Input for this task
--- START ---

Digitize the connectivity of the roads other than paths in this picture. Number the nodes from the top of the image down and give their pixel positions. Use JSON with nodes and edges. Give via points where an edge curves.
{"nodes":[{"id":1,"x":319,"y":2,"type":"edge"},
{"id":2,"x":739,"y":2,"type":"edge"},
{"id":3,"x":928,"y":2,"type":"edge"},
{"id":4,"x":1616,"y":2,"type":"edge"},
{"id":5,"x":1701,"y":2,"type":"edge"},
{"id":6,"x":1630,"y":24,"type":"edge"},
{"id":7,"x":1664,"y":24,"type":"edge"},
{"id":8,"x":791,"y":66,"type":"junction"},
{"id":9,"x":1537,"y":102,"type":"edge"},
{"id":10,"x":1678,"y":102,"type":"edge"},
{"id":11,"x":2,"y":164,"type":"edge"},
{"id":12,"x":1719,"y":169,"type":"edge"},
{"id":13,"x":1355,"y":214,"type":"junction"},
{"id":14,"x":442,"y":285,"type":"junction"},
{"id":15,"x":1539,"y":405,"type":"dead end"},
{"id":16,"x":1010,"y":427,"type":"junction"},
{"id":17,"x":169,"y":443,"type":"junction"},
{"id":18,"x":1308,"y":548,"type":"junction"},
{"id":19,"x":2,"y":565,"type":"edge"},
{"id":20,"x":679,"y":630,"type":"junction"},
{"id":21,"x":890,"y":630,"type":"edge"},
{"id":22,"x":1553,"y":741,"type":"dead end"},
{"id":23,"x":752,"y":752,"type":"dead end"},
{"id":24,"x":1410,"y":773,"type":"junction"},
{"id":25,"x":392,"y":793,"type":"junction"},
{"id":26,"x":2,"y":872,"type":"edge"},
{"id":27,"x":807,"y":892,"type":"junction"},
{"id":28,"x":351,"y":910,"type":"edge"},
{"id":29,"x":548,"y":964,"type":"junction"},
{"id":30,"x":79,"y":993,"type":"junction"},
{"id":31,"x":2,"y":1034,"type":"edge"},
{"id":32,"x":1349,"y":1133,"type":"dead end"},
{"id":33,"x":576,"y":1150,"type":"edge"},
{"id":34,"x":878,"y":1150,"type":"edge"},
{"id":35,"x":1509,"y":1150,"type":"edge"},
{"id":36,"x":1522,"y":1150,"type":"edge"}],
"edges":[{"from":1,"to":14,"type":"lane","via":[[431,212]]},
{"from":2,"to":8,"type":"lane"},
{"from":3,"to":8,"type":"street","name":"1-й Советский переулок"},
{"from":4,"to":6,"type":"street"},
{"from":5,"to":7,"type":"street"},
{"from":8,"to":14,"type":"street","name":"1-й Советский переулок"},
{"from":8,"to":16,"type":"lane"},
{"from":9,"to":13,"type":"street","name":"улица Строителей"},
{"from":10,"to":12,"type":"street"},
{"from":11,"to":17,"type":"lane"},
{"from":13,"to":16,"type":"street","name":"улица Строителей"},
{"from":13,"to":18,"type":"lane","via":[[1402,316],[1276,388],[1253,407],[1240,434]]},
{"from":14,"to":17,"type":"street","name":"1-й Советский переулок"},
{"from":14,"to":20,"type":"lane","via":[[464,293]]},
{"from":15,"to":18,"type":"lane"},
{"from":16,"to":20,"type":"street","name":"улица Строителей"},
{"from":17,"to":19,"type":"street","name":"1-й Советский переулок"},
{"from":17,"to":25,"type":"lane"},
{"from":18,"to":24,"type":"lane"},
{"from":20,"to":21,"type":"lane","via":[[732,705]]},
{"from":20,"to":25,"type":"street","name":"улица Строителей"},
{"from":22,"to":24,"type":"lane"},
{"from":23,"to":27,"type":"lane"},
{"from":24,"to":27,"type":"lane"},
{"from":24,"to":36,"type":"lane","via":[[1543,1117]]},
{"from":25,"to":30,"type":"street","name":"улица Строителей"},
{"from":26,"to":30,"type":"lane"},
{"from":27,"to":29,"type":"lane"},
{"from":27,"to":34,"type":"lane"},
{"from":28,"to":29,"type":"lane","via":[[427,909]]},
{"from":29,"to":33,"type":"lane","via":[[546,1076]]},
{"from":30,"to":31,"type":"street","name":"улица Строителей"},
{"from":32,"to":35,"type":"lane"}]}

--- END ---

The task
Print out the entire listing above without any change.

Output of the task
Digitize the connectivity of the roads other than paths in this picture. Number the nodes from the top of the image down and give their pixel positions. Use JSON with nodes and edges. Give via points where an edge curves.
{"nodes":[{"id":1,"x":319,"y":2,"type":"edge"},
{"id":2,"x":739,"y":2,"type":"edge"},
{"id":3,"x":928,"y":2,"type":"edge"},
{"id":4,"x":1616,"y":2,"type":"edge"},
{"id":5,"x":1701,"y":2,"type":"edge"},
{"id":6,"x":1630,"y":24,"type":"edge"},
{"id":7,"x":1664,"y":24,"type":"edge"},
{"id":8,"x":791,"y":66,"type":"junction"},
{"id":9,"x":1537,"y":102,"type":"edge"},
{"id":10,"x":1678,"y":102,"type":"edge"},
{"id":11,"x":2,"y":164,"type":"edge"},
{"id":12,"x":1719,"y":169,"type":"edge"},
{"id":13,"x":1355,"y":214,"type":"junction"},
{"id":14,"x":442,"y":285,"type":"junction"},
{"id":15,"x":1539,"y":405,"type":"dead end"},
{"id":16,"x":1010,"y":427,"type":"junction"},
{"id":17,"x":169,"y":443,"type":"junction"},
{"id":18,"x":1308,"y":548,"type":"junction"},
{"id":19,"x":2,"y":565,"type":"edge"},
{"id":20,"x":679,"y":630,"type":"junction"},
{"id":21,"x":890,"y":630,"type":"edge"},
{"id":22,"x":1553,"y":741,"type":"dead end"},
{"id":23,"x":752,"y":752,"type":"dead end"},
{"id":24,"x":1410,"y":773,"type":"junction"},
{"id":25,"x":392,"y":793,"type":"junction"},
{"id":26,"x":2,"y":872,"type":"edge"},
{"id":27,"x":807,"y":892,"type":"junction"},
{"id":28,"x":351,"y":910,"type":"edge"},
{"id":29,"x":548,"y":964,"type":"junction"},
{"id":30,"x":79,"y":993,"type":"junction"},
{"id":31,"x":2,"y":1034,"type":"edge"},
{"id":32,"x":1349,"y":1133,"type":"dead end"},
{"id":33,"x":576,"y":1150,"type":"edge"},
{"id":34,"x":878,"y":1150,"type":"edge"},
{"id":35,"x":1509,"y":1150,"type":"edge"},
{"id":36,"x":1522,"y":1150,"type":"edge"}],
"edges":[{"from":1,"to":14,"type":"lane","via":[[431,212]]},
{"from":2,"to":8,"type":"lane"},
{"from":3,"to":8,"type":"street","name":"1-й Советский переулок"},
{"from":4,"to":6,"type":"street"},
{"from":5,"to":7,"type":"street"},
{"from":8,"to":14,"type":"street","name":"1-й Советский переулок"},
{"from":8,"to":16,"type":"lane"},
{"from":9,"to":13,"type":"street","name":"улица Строителей"},
{"from":10,"to":12,"type":"street"},
{"from":11,"to":17,"type":"lane"},
{"from":13,"to":16,"type":"street","name":"улица Строителей"},
{"from":13,"to":18,"type":"lane","via":[[1402,316],[1276,388],[1253,407],[1240,434]]},
{"from":14,"to":17,"type":"street","name":"1-й Советский переулок"},
{"from":14,"to":20,"type":"lane","via":[[464,293]]},
{"from":15,"to":18,"type":"lane"},
{"from":16,"to":20,"type":"street","name":"улица Строителей"},
{"from":17,"to":19,"type":"street","name":"1-й Советский переулок"},
{"from":17,"to":25,"type":"lane"},
{"from":18,"to":24,"type":"lane"},
{"from":20,"to":21,"type":"lane","via":[[732,705]]},
{"from":20,"to":25,"type":"street","name":"улица Строителей"},
{"from":22,"to":24,"type":"lane"},
{"from":23,"to":27,"type":"lane"},
{"from":24,"to":27,"type":"lane"},
{"from":24,"to":36,"type":"lane","via":[[1543,1117]]},
{"from":25,"to":30,"type":"street","name":"улица Строителей"},
{"from":26,"to":30,"type":"lane"},
{"from":27,"to":29,"type":"lane"},
{"from":27,"to":34,"type":"lane"},
{"from":28,"to":29,"type":"lane","via":[[427,909]]},
{"from":29,"to":33,"type":"lane","via":[[546,1076]]},
{"from":30,"to":31,"type":"street","name":"улица Строителей"},
{"from":32,"to":35,"type":"lane"}]}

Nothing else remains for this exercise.